**Work request**
Retrieve every line of the data holding the word "node".

[Saved data entries]
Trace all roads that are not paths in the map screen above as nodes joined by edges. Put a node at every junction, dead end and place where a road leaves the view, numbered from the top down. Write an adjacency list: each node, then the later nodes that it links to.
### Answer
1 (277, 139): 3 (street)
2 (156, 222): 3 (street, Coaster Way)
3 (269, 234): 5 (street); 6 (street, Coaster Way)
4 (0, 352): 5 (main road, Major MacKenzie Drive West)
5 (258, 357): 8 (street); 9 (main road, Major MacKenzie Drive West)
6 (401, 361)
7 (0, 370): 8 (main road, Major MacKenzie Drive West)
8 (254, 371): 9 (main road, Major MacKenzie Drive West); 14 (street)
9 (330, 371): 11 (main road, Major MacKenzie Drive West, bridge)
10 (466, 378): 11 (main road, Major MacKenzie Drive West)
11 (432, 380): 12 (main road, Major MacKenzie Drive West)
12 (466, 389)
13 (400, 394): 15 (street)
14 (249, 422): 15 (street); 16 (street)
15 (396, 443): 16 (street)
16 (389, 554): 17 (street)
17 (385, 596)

---

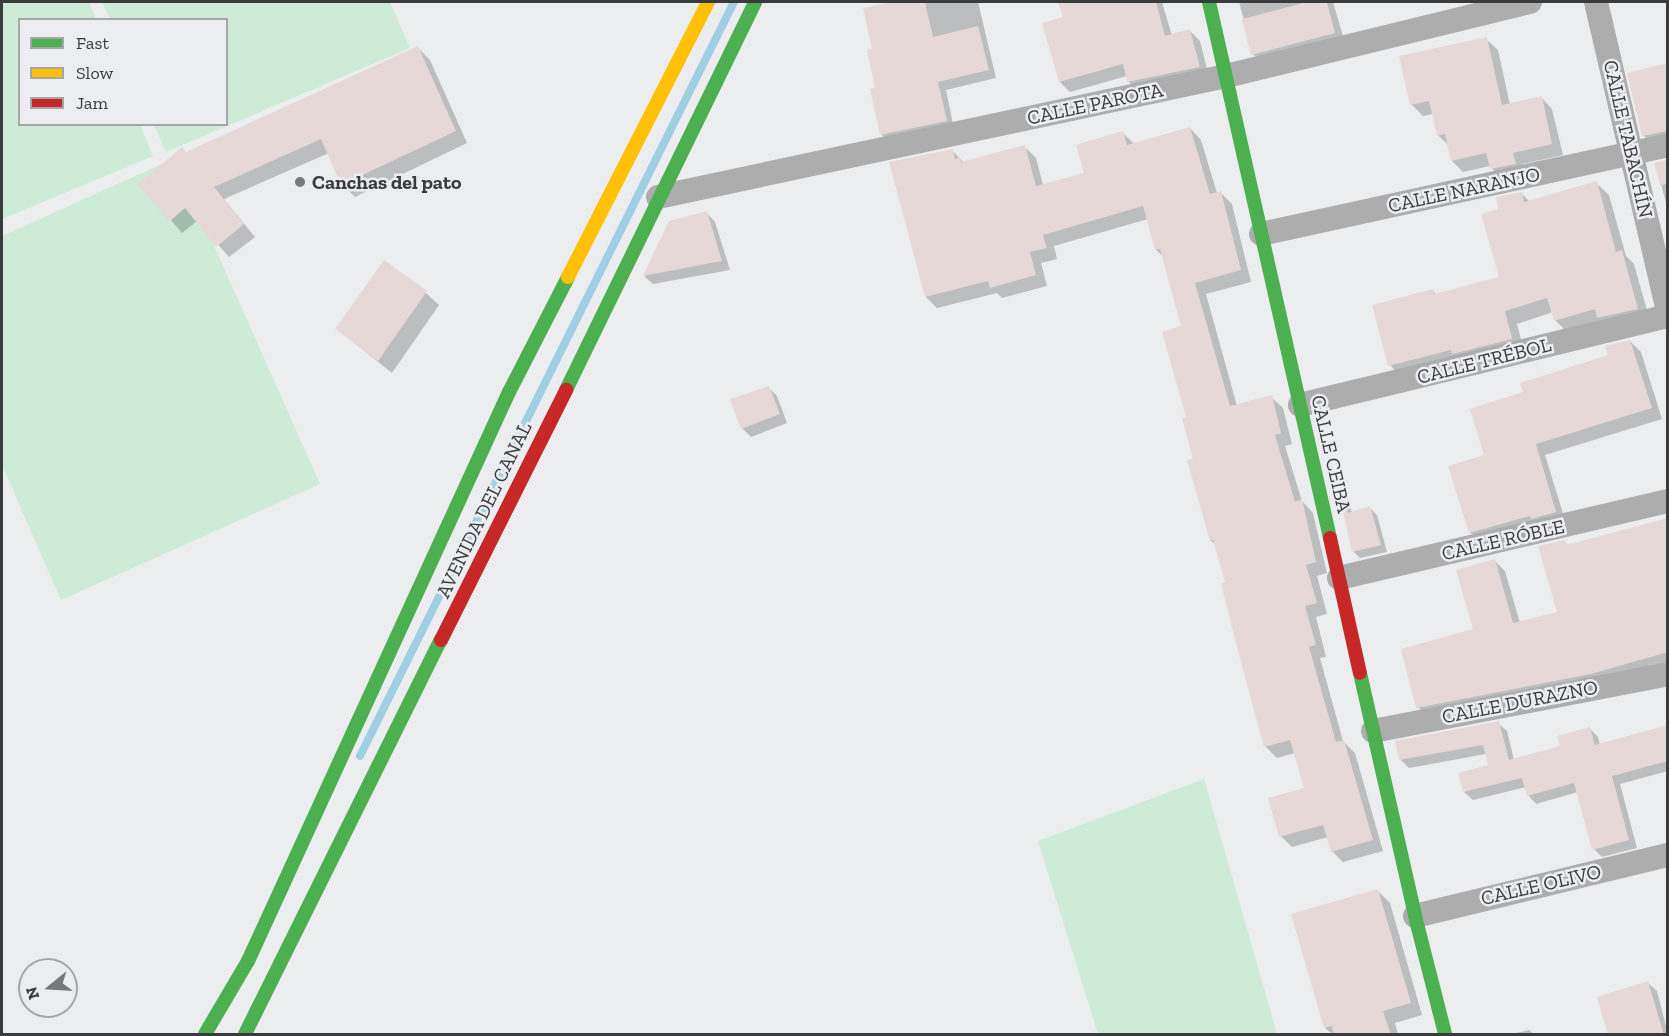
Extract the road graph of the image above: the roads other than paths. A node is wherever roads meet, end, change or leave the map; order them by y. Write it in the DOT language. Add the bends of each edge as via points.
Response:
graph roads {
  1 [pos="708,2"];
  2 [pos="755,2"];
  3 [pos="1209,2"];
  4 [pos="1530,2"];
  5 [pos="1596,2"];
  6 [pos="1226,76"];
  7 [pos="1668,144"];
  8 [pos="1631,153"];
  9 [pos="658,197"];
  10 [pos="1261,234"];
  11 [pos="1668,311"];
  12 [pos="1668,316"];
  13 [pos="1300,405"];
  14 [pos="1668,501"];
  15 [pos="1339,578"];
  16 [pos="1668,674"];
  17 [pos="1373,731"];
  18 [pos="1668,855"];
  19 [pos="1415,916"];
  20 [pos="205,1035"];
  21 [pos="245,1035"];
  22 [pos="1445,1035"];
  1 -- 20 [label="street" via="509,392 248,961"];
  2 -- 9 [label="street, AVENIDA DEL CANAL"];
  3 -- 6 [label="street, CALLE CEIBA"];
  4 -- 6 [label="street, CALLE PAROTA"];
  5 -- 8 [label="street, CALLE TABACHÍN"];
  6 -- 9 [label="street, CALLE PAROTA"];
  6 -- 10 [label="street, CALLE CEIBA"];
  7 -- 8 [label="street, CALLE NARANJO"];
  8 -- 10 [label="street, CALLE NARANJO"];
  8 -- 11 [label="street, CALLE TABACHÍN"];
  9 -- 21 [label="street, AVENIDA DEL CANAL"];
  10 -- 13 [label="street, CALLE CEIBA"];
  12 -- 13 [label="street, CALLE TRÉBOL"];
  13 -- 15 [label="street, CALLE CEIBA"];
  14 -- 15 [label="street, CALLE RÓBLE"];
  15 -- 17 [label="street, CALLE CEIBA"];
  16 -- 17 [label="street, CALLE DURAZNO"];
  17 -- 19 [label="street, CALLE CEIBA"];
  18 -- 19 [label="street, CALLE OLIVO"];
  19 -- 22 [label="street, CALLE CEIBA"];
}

**Exercise output**
Trace all roads that are not paths in the map screen above as nodes joined by edges. Put a node at every junction, dead end and place where a road leaves the view, numbered from the top down. Write an adjacency list: each node, then the later nodes that it links to.
Extract the road graph of the image above: the roads other than paths. A node is wherever roads meet, end, change or leave the map; order them by y. Write it in the DOT language. Add the bends of each edge as via points.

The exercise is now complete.